What's good and bad as a fly-in, fly-out mine worker
Being alone and missing key family events can wear on fly-in, fly-out workers, says Craig William, an Australian-based miner.
"Isolation is, in my opinion, the biggest challenge faced by FIFO workers," says Williams.
"How this affects people varies – some can cope, others cannot. Missing out on key moments in kids’ life is a major contributor – not being there when they’re sick, missing sporting and school achievements, etc. And when something happens at home that needs you there, it’s not always possible – particularly if you’re working offshore."
Sue Kihn, InfoMine’s Community Manager talked to Craig Williams. Interview is edited for clarity:
Sue Kihn: Tell us about yourself? And your role? And how you became involved in the mining industry and most especially the FIFO life?
Craig Williams: I’ve been in Procurement/Contracts/Supply Chain for most of my career. I became involved in the Mining industry largely by chance, and simply went from there. I’ve worked in corporate office but have also spent many years working FIFO – both in Australia, and internationally.

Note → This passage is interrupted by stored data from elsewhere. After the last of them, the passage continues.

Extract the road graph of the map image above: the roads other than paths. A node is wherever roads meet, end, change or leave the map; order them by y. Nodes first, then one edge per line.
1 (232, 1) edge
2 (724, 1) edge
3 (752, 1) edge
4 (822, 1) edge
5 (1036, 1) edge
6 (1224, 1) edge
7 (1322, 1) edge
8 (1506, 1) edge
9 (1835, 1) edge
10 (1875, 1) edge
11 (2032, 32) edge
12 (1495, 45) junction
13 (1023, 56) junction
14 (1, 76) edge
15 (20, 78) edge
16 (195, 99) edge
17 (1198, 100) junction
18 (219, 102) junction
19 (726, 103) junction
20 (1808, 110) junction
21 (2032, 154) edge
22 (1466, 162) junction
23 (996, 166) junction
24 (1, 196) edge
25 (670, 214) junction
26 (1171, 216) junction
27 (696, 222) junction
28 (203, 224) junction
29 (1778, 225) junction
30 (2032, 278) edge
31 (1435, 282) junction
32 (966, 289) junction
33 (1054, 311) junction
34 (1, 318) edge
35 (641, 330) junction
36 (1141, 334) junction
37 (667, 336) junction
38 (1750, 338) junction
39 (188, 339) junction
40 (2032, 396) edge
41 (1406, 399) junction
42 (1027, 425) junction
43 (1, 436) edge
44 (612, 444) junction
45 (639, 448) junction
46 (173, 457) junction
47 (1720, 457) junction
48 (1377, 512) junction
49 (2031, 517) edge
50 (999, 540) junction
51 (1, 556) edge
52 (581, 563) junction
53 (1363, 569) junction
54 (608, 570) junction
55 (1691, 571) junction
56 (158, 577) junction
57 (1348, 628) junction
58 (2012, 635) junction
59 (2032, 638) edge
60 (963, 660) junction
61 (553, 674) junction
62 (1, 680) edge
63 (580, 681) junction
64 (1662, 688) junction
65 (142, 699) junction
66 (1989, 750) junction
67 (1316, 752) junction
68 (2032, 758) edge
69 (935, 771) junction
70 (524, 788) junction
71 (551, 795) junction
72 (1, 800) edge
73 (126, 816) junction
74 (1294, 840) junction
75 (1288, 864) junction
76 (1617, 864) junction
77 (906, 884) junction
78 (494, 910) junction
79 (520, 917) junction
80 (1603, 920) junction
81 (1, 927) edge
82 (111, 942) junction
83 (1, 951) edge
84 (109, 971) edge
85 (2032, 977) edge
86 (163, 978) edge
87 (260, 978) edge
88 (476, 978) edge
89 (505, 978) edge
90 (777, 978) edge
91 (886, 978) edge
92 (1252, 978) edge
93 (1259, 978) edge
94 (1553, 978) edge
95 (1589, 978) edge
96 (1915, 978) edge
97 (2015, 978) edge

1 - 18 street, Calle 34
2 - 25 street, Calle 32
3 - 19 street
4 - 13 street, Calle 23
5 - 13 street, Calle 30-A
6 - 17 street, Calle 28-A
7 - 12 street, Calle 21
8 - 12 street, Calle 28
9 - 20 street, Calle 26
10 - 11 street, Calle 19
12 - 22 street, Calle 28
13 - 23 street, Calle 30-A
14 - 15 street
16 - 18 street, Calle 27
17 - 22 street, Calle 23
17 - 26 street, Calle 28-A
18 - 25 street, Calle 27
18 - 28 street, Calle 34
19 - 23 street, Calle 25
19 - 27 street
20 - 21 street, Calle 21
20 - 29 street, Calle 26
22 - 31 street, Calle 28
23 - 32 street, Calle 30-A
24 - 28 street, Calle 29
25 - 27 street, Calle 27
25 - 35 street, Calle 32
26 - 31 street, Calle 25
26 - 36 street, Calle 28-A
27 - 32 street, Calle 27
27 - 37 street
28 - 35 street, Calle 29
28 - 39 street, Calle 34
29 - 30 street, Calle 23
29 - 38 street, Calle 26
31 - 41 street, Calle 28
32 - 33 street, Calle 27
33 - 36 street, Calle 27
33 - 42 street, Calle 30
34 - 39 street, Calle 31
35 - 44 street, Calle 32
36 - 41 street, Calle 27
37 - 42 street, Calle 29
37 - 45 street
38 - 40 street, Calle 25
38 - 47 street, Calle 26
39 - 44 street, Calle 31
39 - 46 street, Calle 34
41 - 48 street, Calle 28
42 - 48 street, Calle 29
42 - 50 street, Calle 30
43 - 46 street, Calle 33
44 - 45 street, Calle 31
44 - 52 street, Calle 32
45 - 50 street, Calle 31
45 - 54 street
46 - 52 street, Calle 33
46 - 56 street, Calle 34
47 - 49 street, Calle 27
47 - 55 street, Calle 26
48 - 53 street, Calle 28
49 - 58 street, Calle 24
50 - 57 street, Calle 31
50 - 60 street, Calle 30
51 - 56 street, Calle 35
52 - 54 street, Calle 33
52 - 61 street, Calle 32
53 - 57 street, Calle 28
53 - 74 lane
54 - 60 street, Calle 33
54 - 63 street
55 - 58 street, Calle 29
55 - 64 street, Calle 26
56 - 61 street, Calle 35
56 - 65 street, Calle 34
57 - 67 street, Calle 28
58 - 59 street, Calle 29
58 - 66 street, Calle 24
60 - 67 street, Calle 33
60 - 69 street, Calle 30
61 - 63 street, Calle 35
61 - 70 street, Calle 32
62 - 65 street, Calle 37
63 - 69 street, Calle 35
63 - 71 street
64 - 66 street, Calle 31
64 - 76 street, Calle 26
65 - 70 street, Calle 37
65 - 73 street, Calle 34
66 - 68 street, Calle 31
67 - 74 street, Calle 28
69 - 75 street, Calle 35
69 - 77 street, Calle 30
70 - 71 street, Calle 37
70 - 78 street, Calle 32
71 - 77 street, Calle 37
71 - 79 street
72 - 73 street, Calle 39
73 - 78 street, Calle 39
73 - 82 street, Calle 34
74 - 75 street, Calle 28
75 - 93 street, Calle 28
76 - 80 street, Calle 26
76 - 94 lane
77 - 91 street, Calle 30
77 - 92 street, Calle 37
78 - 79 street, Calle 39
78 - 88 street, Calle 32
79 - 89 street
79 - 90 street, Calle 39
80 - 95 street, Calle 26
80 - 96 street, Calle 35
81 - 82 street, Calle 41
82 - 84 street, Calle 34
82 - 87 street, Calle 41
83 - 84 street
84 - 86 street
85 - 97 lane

Some rosters have been very short (9 days on, 5 days off) and other a lot longer – up to 3 months on, and 2-3 weeks off. I’ve lived in high quality accommodation with most amenities, but also in ‘dongas’ with only the basics. I’ve also spend a LOT of time on airplanes, and in buses over dusty roads.
Sue Kihn: What are the advantages of FIFO life?
Craig Williams: Clearly there are financial advantages working FIFO, however there are also advantages in having larger blocks of time off – to spend with family and friends, or pursuing other interests that your typical ‘Monday to Friday’ jobs don’t allow for.
And, for some, there is the added benefit of working internationally – giving you the opportunity to experience other cultures and see/do things you otherwise never would have done (or perhaps even thought of).
In some circumstances there are also career advantages in that it can build a level of experience that is sought after my some employers. This isn’t always the case but, in my experience, it generally helps with that next big step upwards.
Sue Kihn: What are the disadvantages of FIFO life?
Craig Williams: There has been a lot of discussion around FIFO life over recent years, and particularly around the emotional strain it places on everyone concerned – not only the person working away, but also on the family members who stay home.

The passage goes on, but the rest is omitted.